FILM: "High Power"
Women's International League
for Peace and Freedom and the Cambridge Peace
Commission
has invited nuclear
engineer-turned-environmentalist
Pradeep
Indulkar to show his film High
Power
When: Thursday February
6 at 6:45PM
At: Cambridge Main Library , Community Room, 449
Broadway, Cambridge, MA.
The film is free.
The film is open to the public. Please circulate widely to
interested people.
High Power, a 27-minute documentary about the health
issues faced by residents of Tarapur, a town in Maharashtra, and home to the 50-
year-old Tarapur nuclear power plant, recently won the Yellow Oscar in the short
film category in the Rio de Janeiro leg of the Uranium Film Festival.
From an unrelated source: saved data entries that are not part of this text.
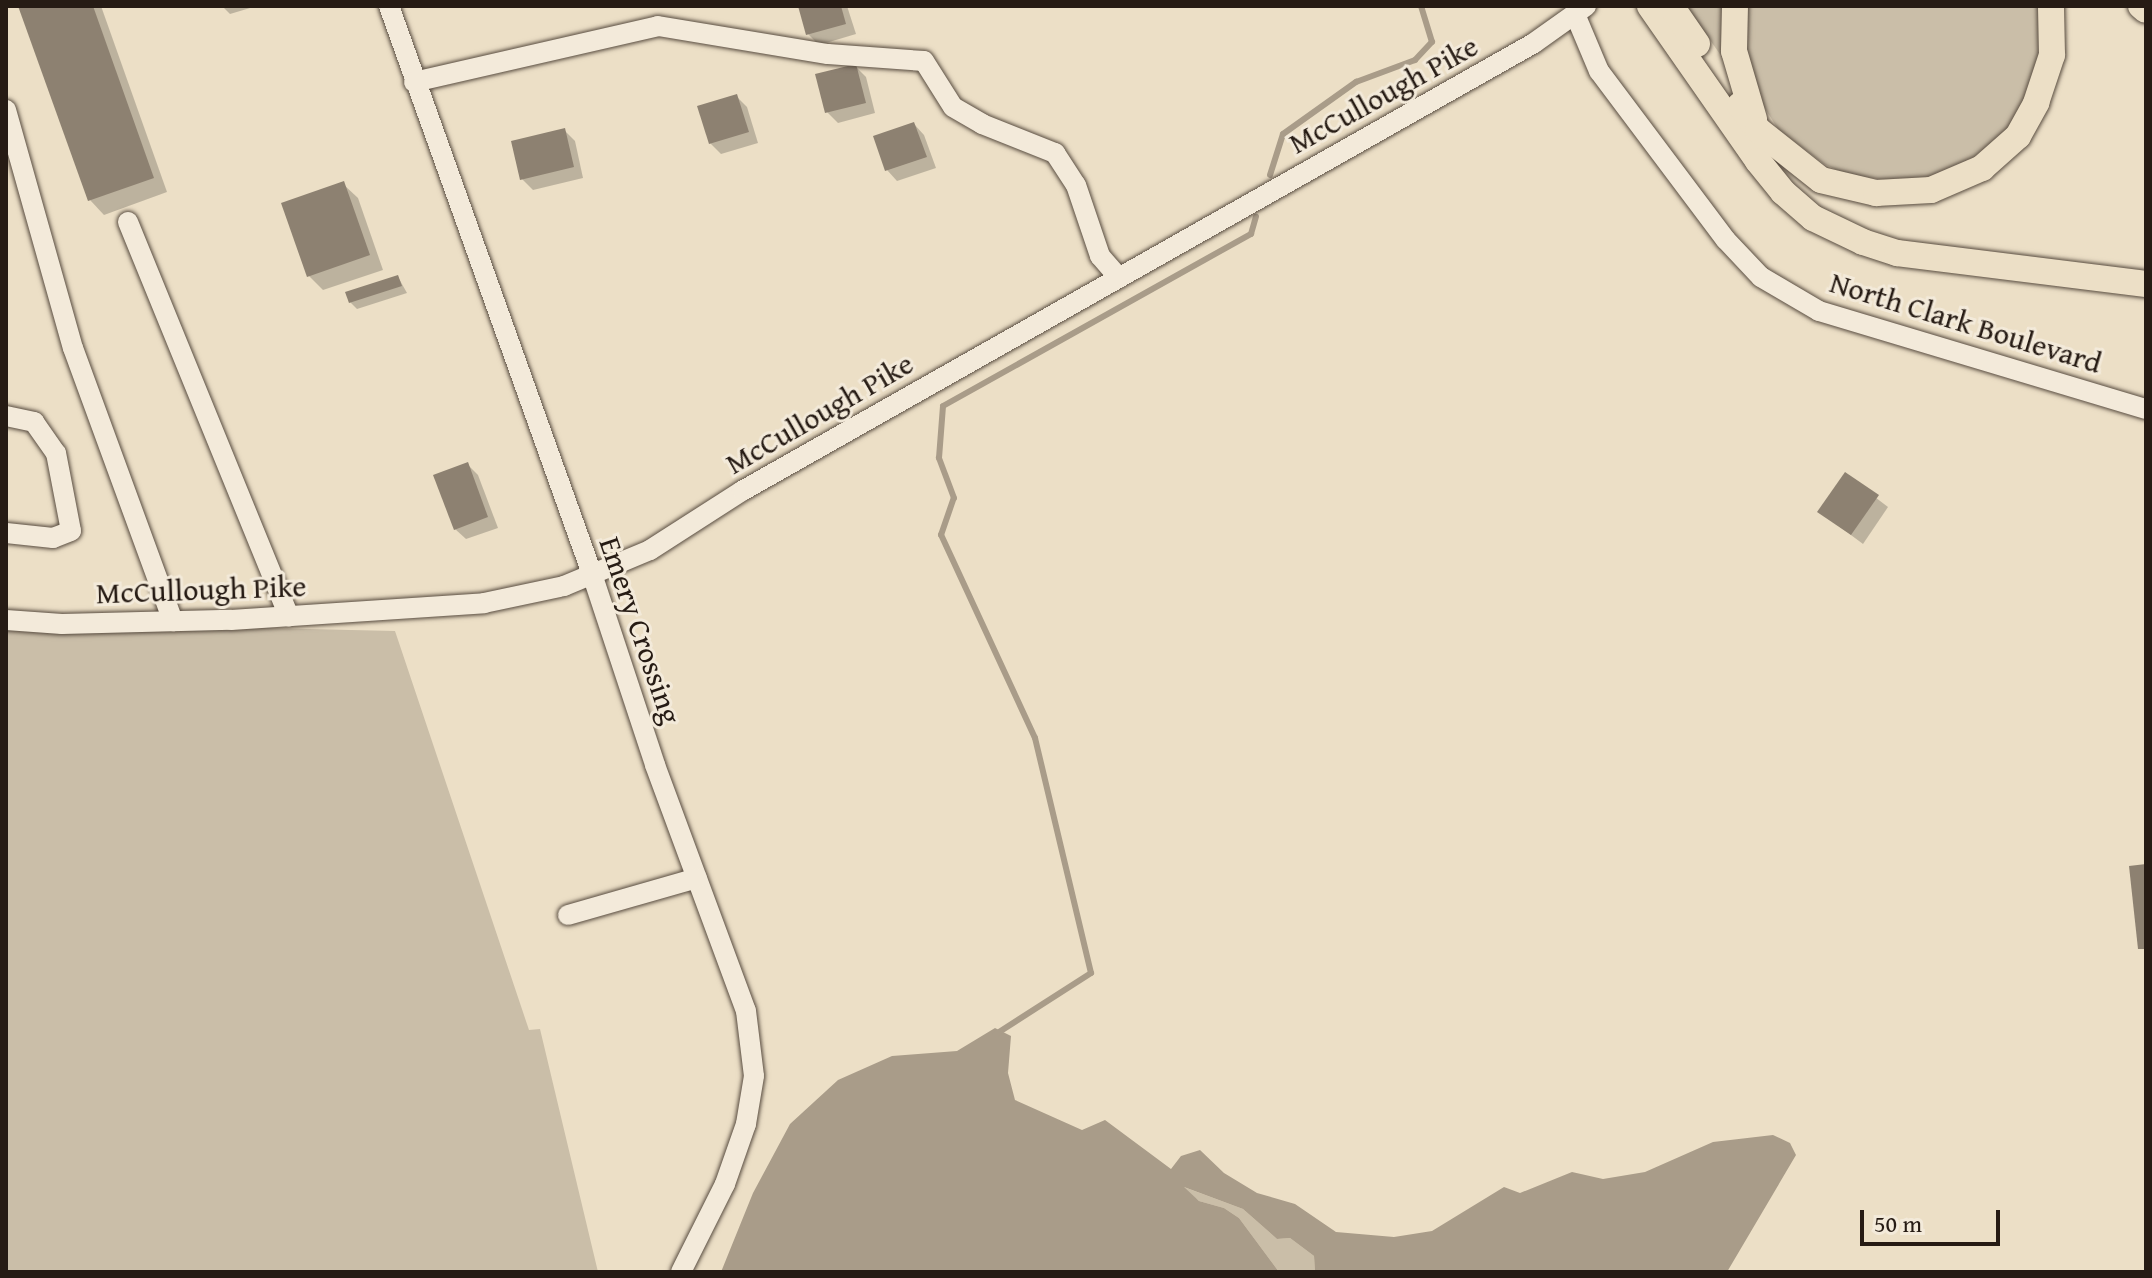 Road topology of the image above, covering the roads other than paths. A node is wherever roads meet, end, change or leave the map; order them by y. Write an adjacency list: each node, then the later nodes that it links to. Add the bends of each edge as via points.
1 (389, 6): 9 (street, Emery Crossing)
2 (1650, 6): 14 (main road, via 1758,161 1813,218 1897,253)
3 (1671, 6): 11 (main road)
4 (1735, 6): 11 (main road, via 1734,51)
5 (2051, 6): 11 (main road, via 2052,55 2030,114 2018,136 1958,181 1906,193 1851,189 1821,180)
6 (2141, 6): 8 (main road)
7 (1581, 10): 13 (street, McCullough Pike, via 1534,43); 15 (street, North Clark Boulevard, via 1599,71 1726,240 1761,277 1819,311)
8 (2146, 10)
9 (414, 82): 13 (street, via 658,26 828,54 924,61 953,107 1055,153 1076,185 1100,256); 18 (street, Emery Crossing)
10 (6, 110): 21 (street, via 73,348)
11 (1758, 130)
12 (128, 222): 19 (street)
13 (1119, 278): 18 (street, McCullough Pike, via 742,491 650,550)
14 (2146, 284)
15 (2146, 409)
16 (6, 416): 17 (street, via 34,422 56,453 71,531 53,538)
17 (6, 533)
18 (592, 574): 19 (street, McCullough Pike, via 564,586 484,603); 22 (street, Emery Crossing)
19 (289, 616): 21 (street, McCullough Pike)
20 (6, 620): 21 (street, McCullough Pike)
21 (173, 621)
22 (697, 878): 23 (street); 24 (street, Emery Crossing, via 746,1011 754,1076 746,1124 725,1184)
23 (568, 915)
24 (681, 1272) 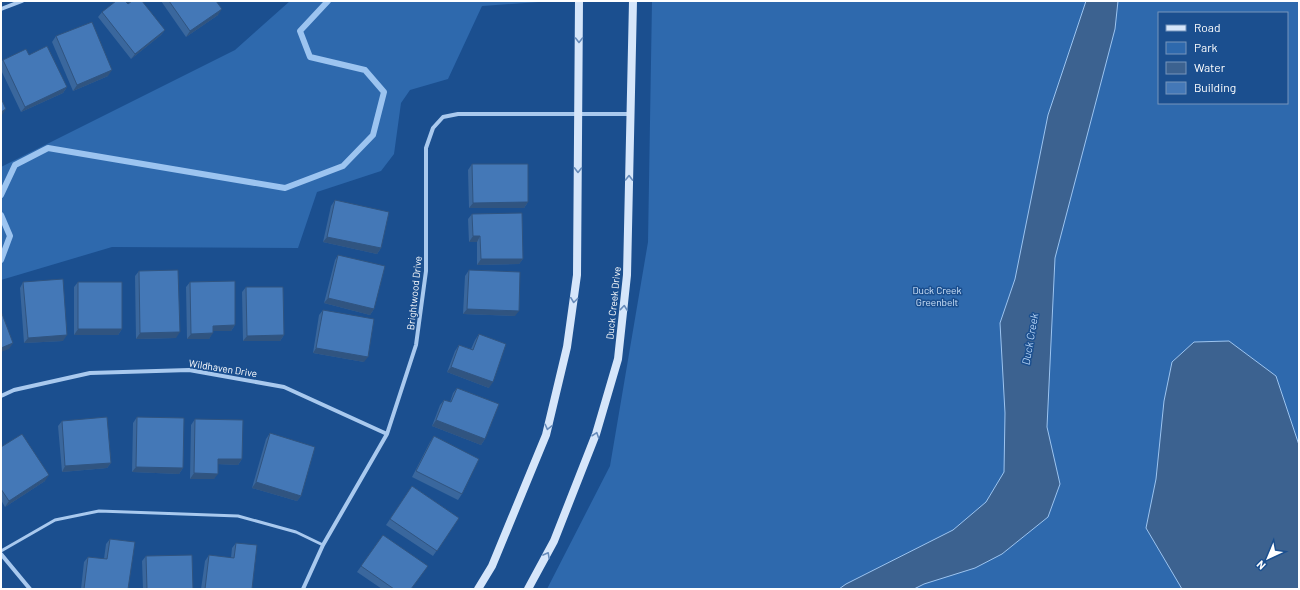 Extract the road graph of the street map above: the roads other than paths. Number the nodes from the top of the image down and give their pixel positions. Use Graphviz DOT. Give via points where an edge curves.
graph roads {
  1 [pos="22,1"];
  2 [pos="579,1"];
  3 [pos="633,1"];
  4 [pos="1,9"];
  5 [pos="579,114"];
  6 [pos="630,114"];
  7 [pos="1,396"];
  8 [pos="388,434"];
  9 [pos="323,545"];
  10 [pos="1,550"];
  11 [pos="1,554"];
  12 [pos="30,589"];
  13 [pos="303,589"];
  14 [pos="478,589"];
  15 [pos="528,589"];
  1 -- 4 [label="street"];
  2 -- 5 [label="main road, one-way"];
  3 -- 6 [label="main road, Duck Creek Drive"];
  5 -- 6 [label="street, Brightwood Drive"];
  5 -- 8 [label="street, Brightwood Drive" via="458,114 443,117 432,128 426,148 426,271 416,344"];
  5 -- 14 [label="main road, one-way" via="577,275 567,347 546,435 492,566"];
  15 -- 6 [label="main road, Duck Creek Drive, one-way" via="554,541 596,434 618,359 627,275"];
  7 -- 8 [label="street, Wildhaven Drive" via="14,390 90,373 190,370 284,387"];
  8 -- 9 [label="street, Brightwood Drive"];
  9 -- 10 [label="lane" via="296,532 238,516 99,511 54,520"];
  9 -- 13 [label="street, Brightwood Drive"];
  11 -- 12 [label="street"];
} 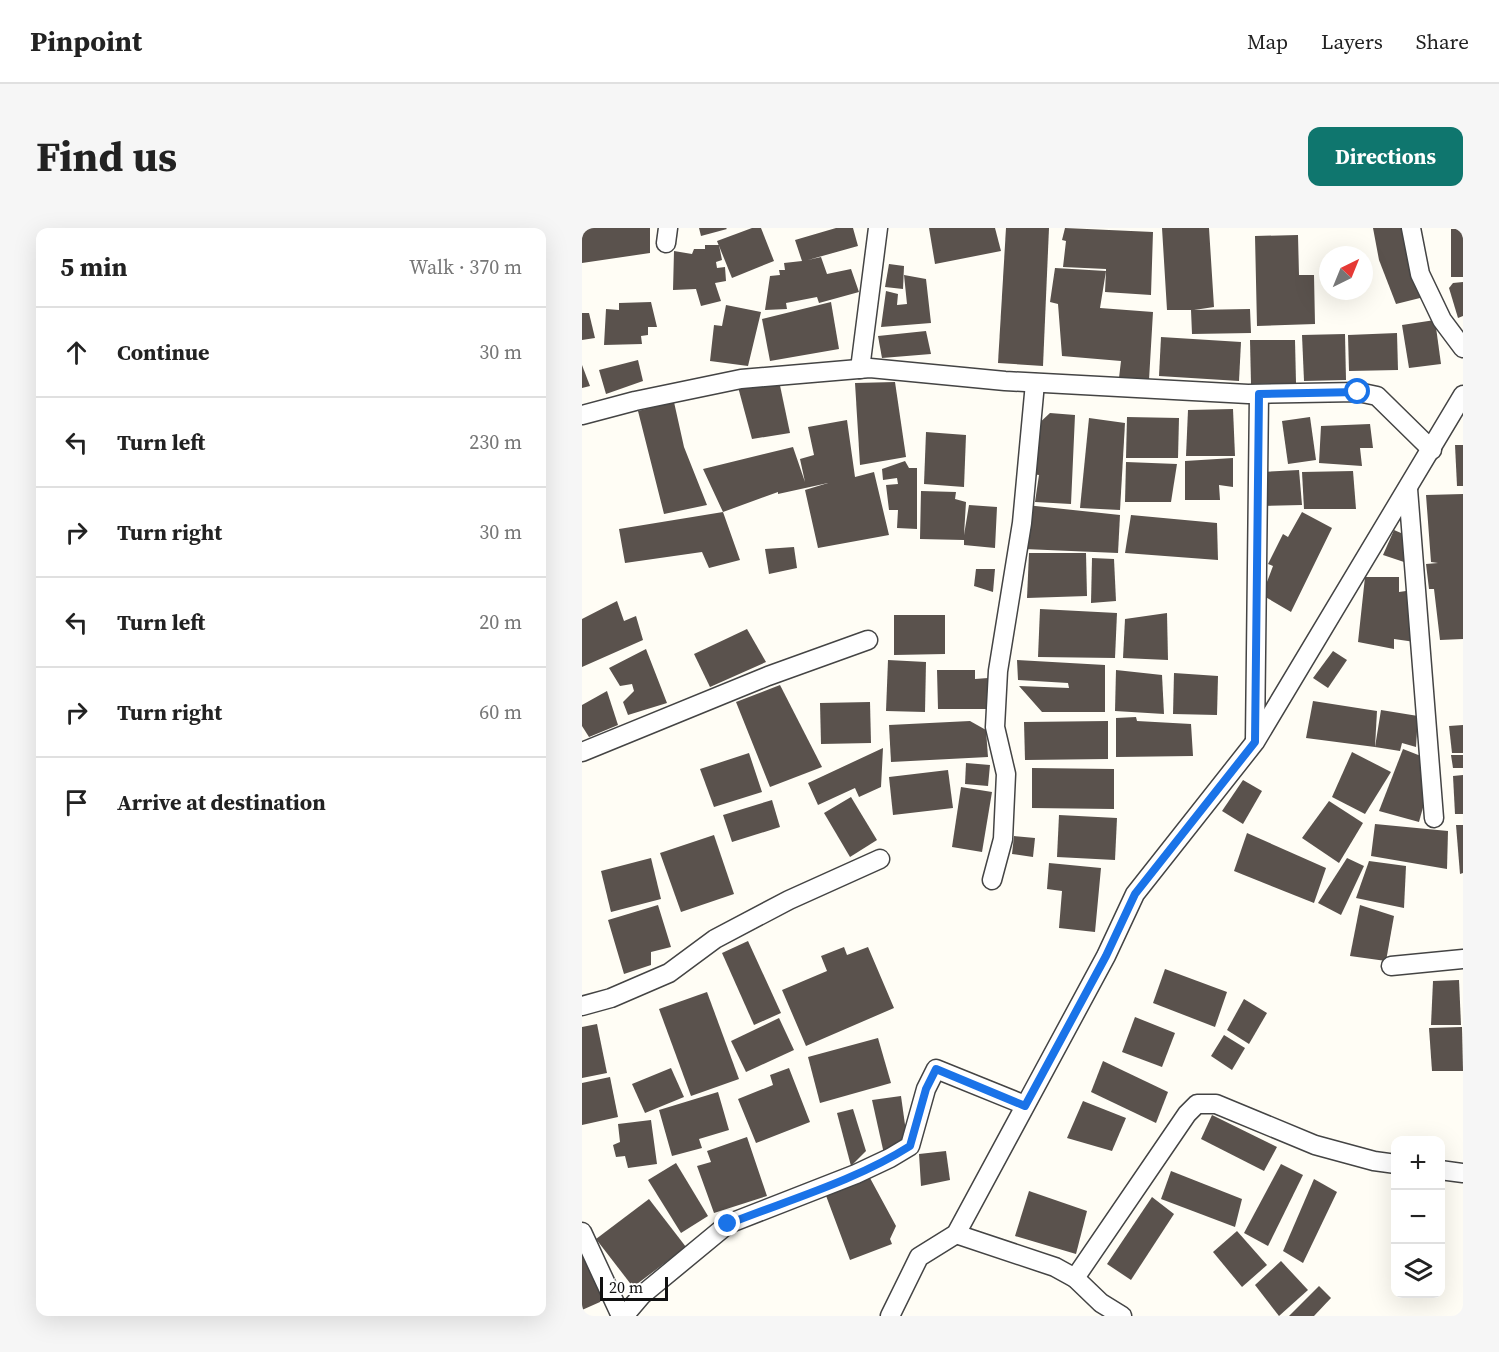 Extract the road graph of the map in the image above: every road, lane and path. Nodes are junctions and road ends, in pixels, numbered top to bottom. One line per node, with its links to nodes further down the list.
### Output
1 (878, 228): 4 (street)
2 (1411, 228): 3 (street)
3 (1463, 348)
4 (860, 369): 5 (street); 8 (street)
5 (1035, 383): 6 (street); 16 (street)
6 (1259, 394): 9 (street); 12 (street)
7 (1463, 395): 9 (street)
8 (582, 415)
9 (1432, 450): 10 (street)
10 (1408, 489): 12 (street); 14 (street)
11 (868, 640): 13 (street)
12 (1255, 742): 20 (street)
13 (582, 752)
14 (1434, 818)
15 (880, 859): 19 (street)
16 (992, 880)
17 (1463, 958): 18 (street)
18 (1391, 966)
19 (582, 1006)
20 (1025, 1106): 25 (street); 27 (street)
21 (1391, 1163): 26 (street)
22 (1445, 1171): 23 (street)
23 (1463, 1173)
24 (582, 1232): 27 (street)
25 (956, 1234): 26 (street); 28 (street)
26 (1075, 1278): 29 (street)
27 (622, 1316)
28 (890, 1316)
29 (1122, 1316)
“The government was showing a very rosy picture of Tarapur on
TV, so a few of us thought of going there and interviewing the people...That
material was very strong, people were talking from their heart, and instead of
showing it on a news channel, I thought it could be made into a documentary,”
says Indulkar.
After the film, Indulkar will describe the passionate
anti-nuclear movement in India and their request for support from the global
anti-nuclear movement, particularly from those countries whose nuclear
industries are building plants in India.
Indulkar’s film tour in the western MA occurs at a time that
the US has agreed to a deal in which India buys 6 nuclear power plants from
Westinghouse – a boon for the industry that is going bust in the United States.
India reprocesses nuclear power waste into nuclear weapons and, thus, more
nuclear power translates into greater weapons capability. The US-India
agreement will require that India accept liability in case of a nuclear
accident, a tragic undermining of the post-Bhopal Indian law that placed
liability on the shoulders of the industry selling the equipment.